◆ **WHAT YOU HAVE TO DO**
Each line in the entries below that holds the string "Alberto" must be copied.

◆ **SUPPLIED DATA**
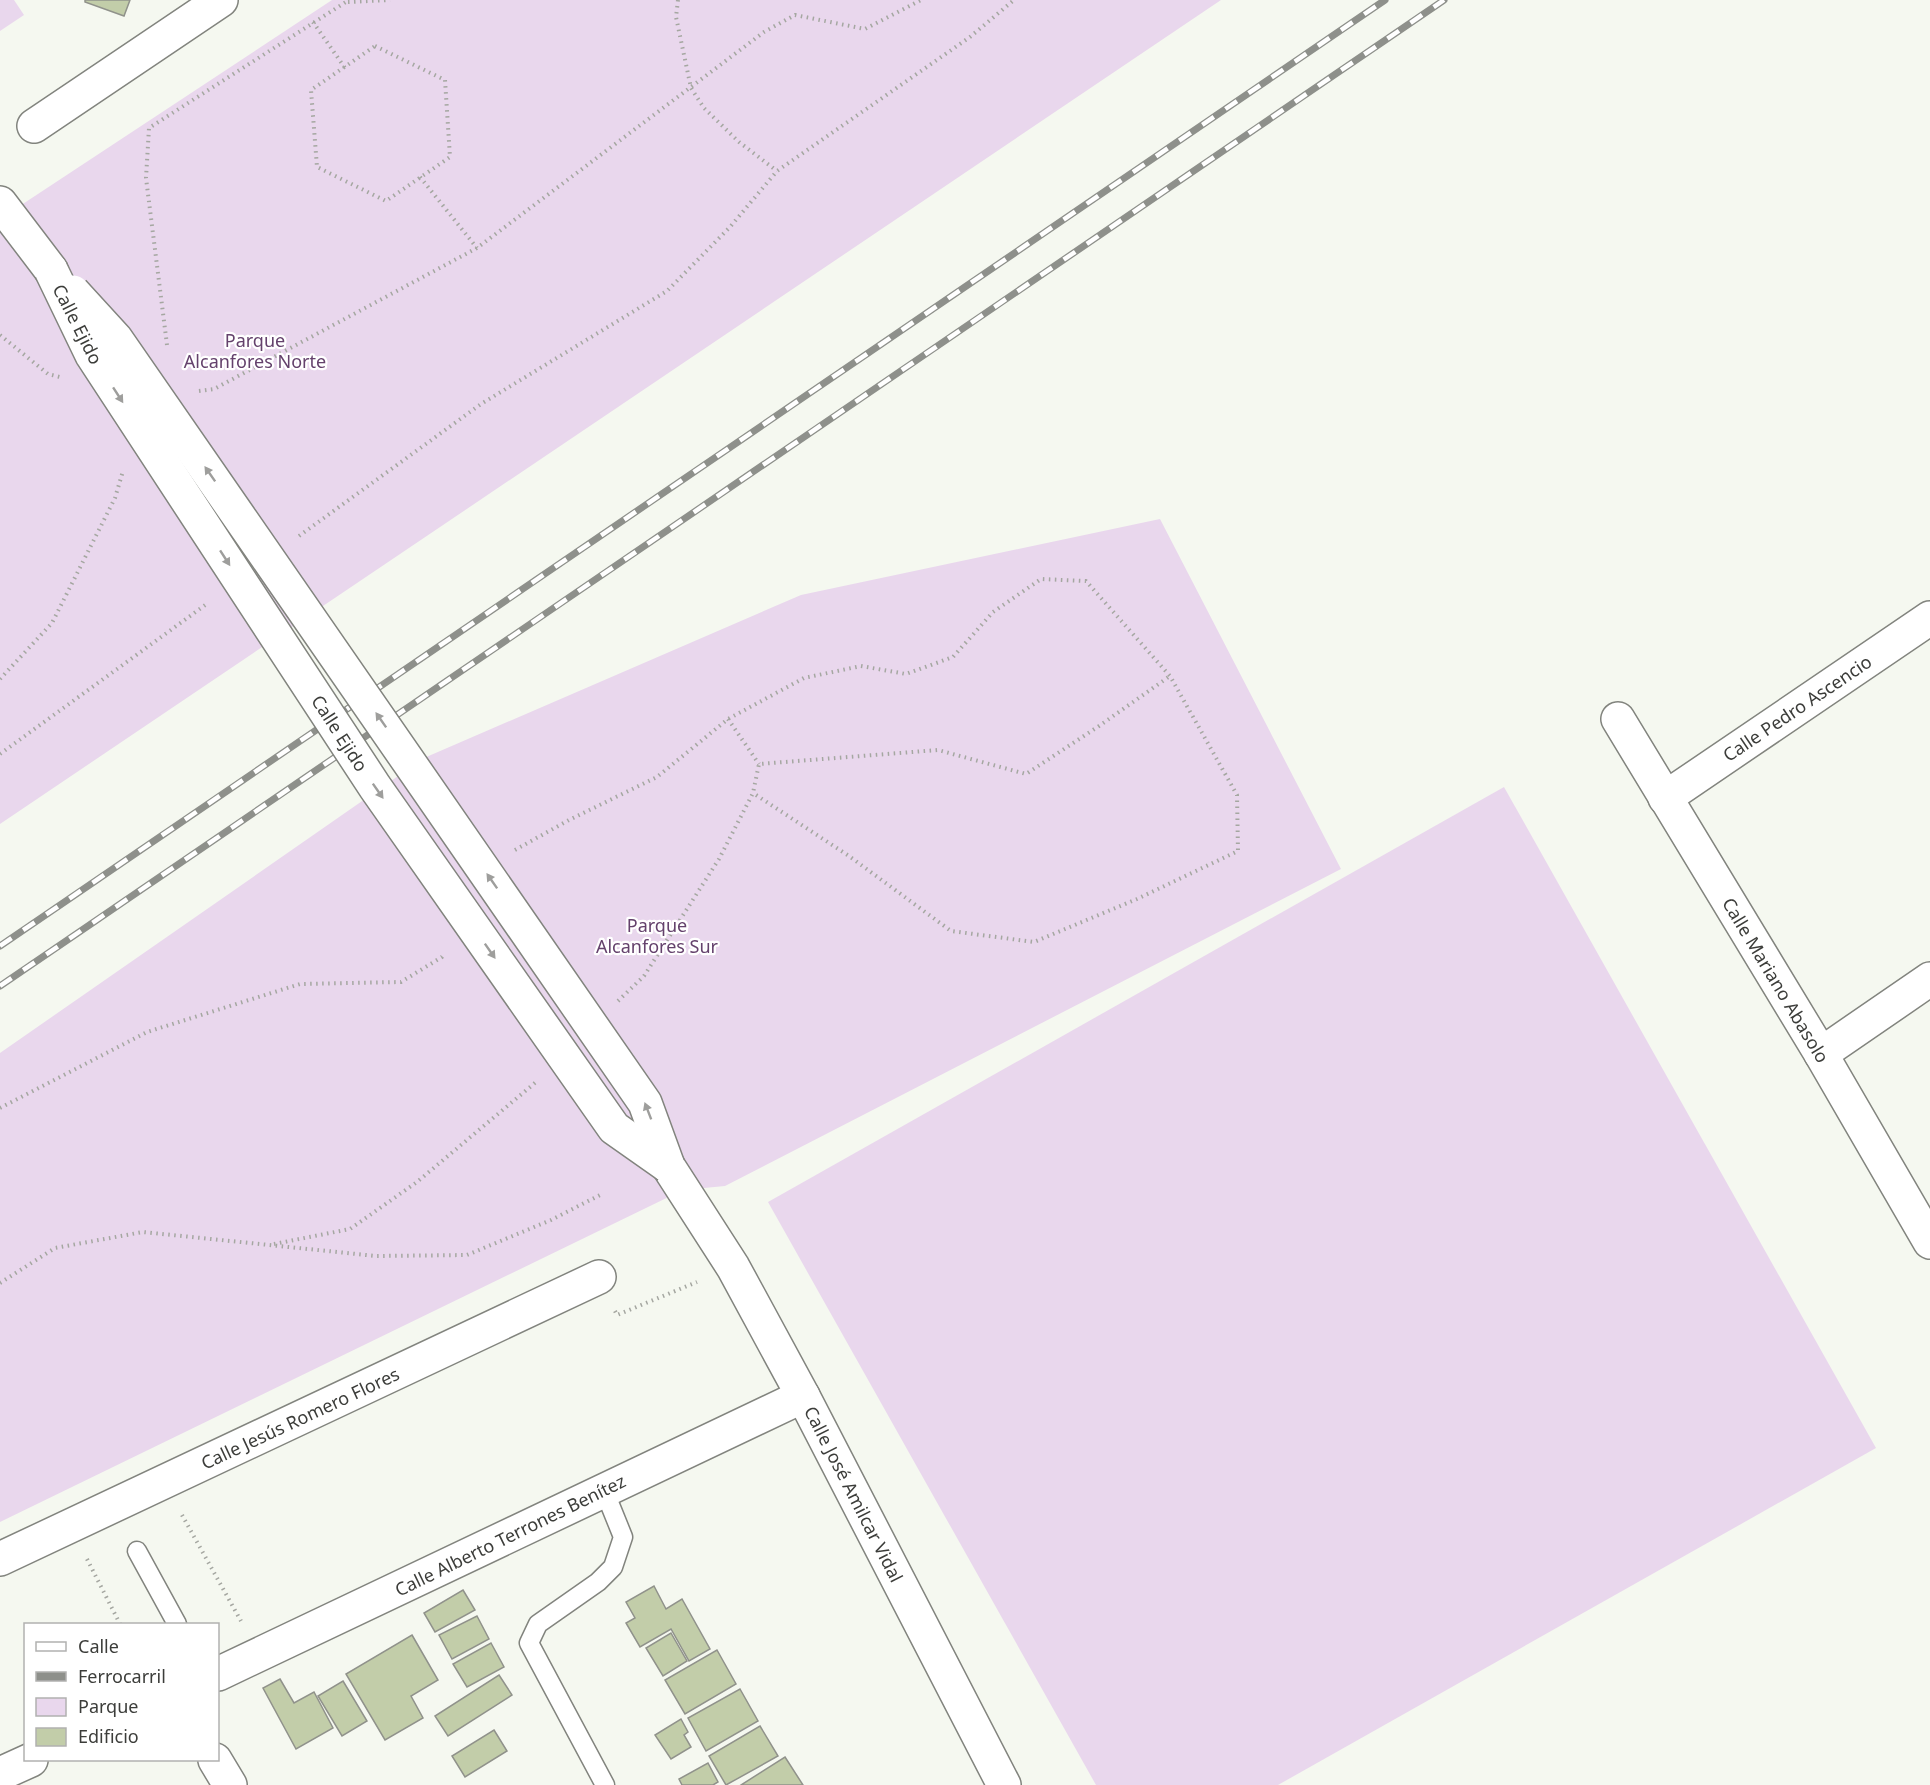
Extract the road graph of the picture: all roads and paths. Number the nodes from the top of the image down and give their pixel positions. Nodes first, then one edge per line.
1 (221, 0) edge
2 (390, 0) edge
3 (678, 0) edge
4 (921, 0) edge
5 (1014, 0) edge
6 (347, 1) edge
7 (313, 22) junction
8 (345, 68) junction
9 (691, 88) junction
10 (34, 126) dead end
11 (777, 171) junction
12 (420, 177) junction
13 (0, 203) edge
14 (477, 248) junction
15 (168, 347) dead end
16 (191, 392) dead end
17 (125, 465) dead end
18 (298, 537) dead end
19 (212, 600) dead end
20 (1930, 618) edge
21 (1170, 676) junction
22 (0, 679) edge
23 (728, 719) junction
24 (1618, 720) dead end
25 (0, 754) edge
26 (759, 765) junction
27 (753, 793) junction
28 (1665, 798) junction
29 (510, 858) dead end
30 (449, 947) dead end
31 (1930, 979) edge
32 (612, 1008) dead end
33 (1821, 1054) junction
34 (540, 1079) dead end
35 (0, 1108) edge
36 (602, 1194) dead end
37 (695, 1208) joint
38 (1930, 1242) edge
39 (274, 1244) junction
40 (733, 1267) junction
41 (599, 1277) joint
42 (0, 1283) edge
43 (803, 1396) junction
44 (164, 1482) junction
45 (604, 1490) junction
46 (71, 1527) junction
47 (137, 1551) dead end
48 (0, 1559) edge
49 (119, 1623) edge
50 (176, 1623) edge
51 (259, 1655) junction
52 (219, 1674) edge
53 (29, 1761) edge
54 (216, 1761) edge
55 (0, 1774) edge
56 (230, 1785) edge
57 (605, 1785) edge
58 (1004, 1785) edge

1 - 10 street
2 - 6 path
3 - 9 path
4 - 9 path
5 - 11 path
6 - 7 path
7 - 8 path
7 - 15 path
8 - 12 path
8 - 12 path
9 - 11 path
9 - 14 path
11 - 18 path
12 - 14 path
13 - 37 street, Calle Ejido, bridge
14 - 16 path
17 - 22 path
19 - 25 path
20 - 28 street, Calle Pedro Ascencio
21 - 23 path
21 - 26 path
21 - 27 path
23 - 26 path
23 - 29 path
24 - 28 street, Calle Mariano Abasolo
26 - 27 path
27 - 32 path
28 - 33 street, Calle Mariano Abasolo
30 - 35 path
31 - 33 street
33 - 38 street, Calle Mariano Abasolo
34 - 39 path
36 - 39 path
37 - 40 street, Calle José Amilcar Vidal
39 - 42 path
40 - 41 path
40 - 43 street, Calle José Amilcar Vidal
41 - 44 street, Calle Jesús Romero Flores
43 - 45 street, Calle Alberto Terrones Benítez
43 - 58 street, Calle José Amilcar Vidal
44 - 46 street, Calle Jesús Romero Flores
44 - 51 path
45 - 51 street, Calle Alberto Terrones Benítez
45 - 57 lane
46 - 48 street, Calle Jesús Romero Flores
46 - 49 path
47 - 50 lane
51 - 52 street, Calle Alberto Terrones Benítez
53 - 55 street
54 - 56 street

◆ **PROBLEM SOLUTION**
43 - 45 street, Calle Alberto Terrones Benítez
45 - 51 street, Calle Alberto Terrones Benítez
51 - 52 street, Calle Alberto Terrones Benítez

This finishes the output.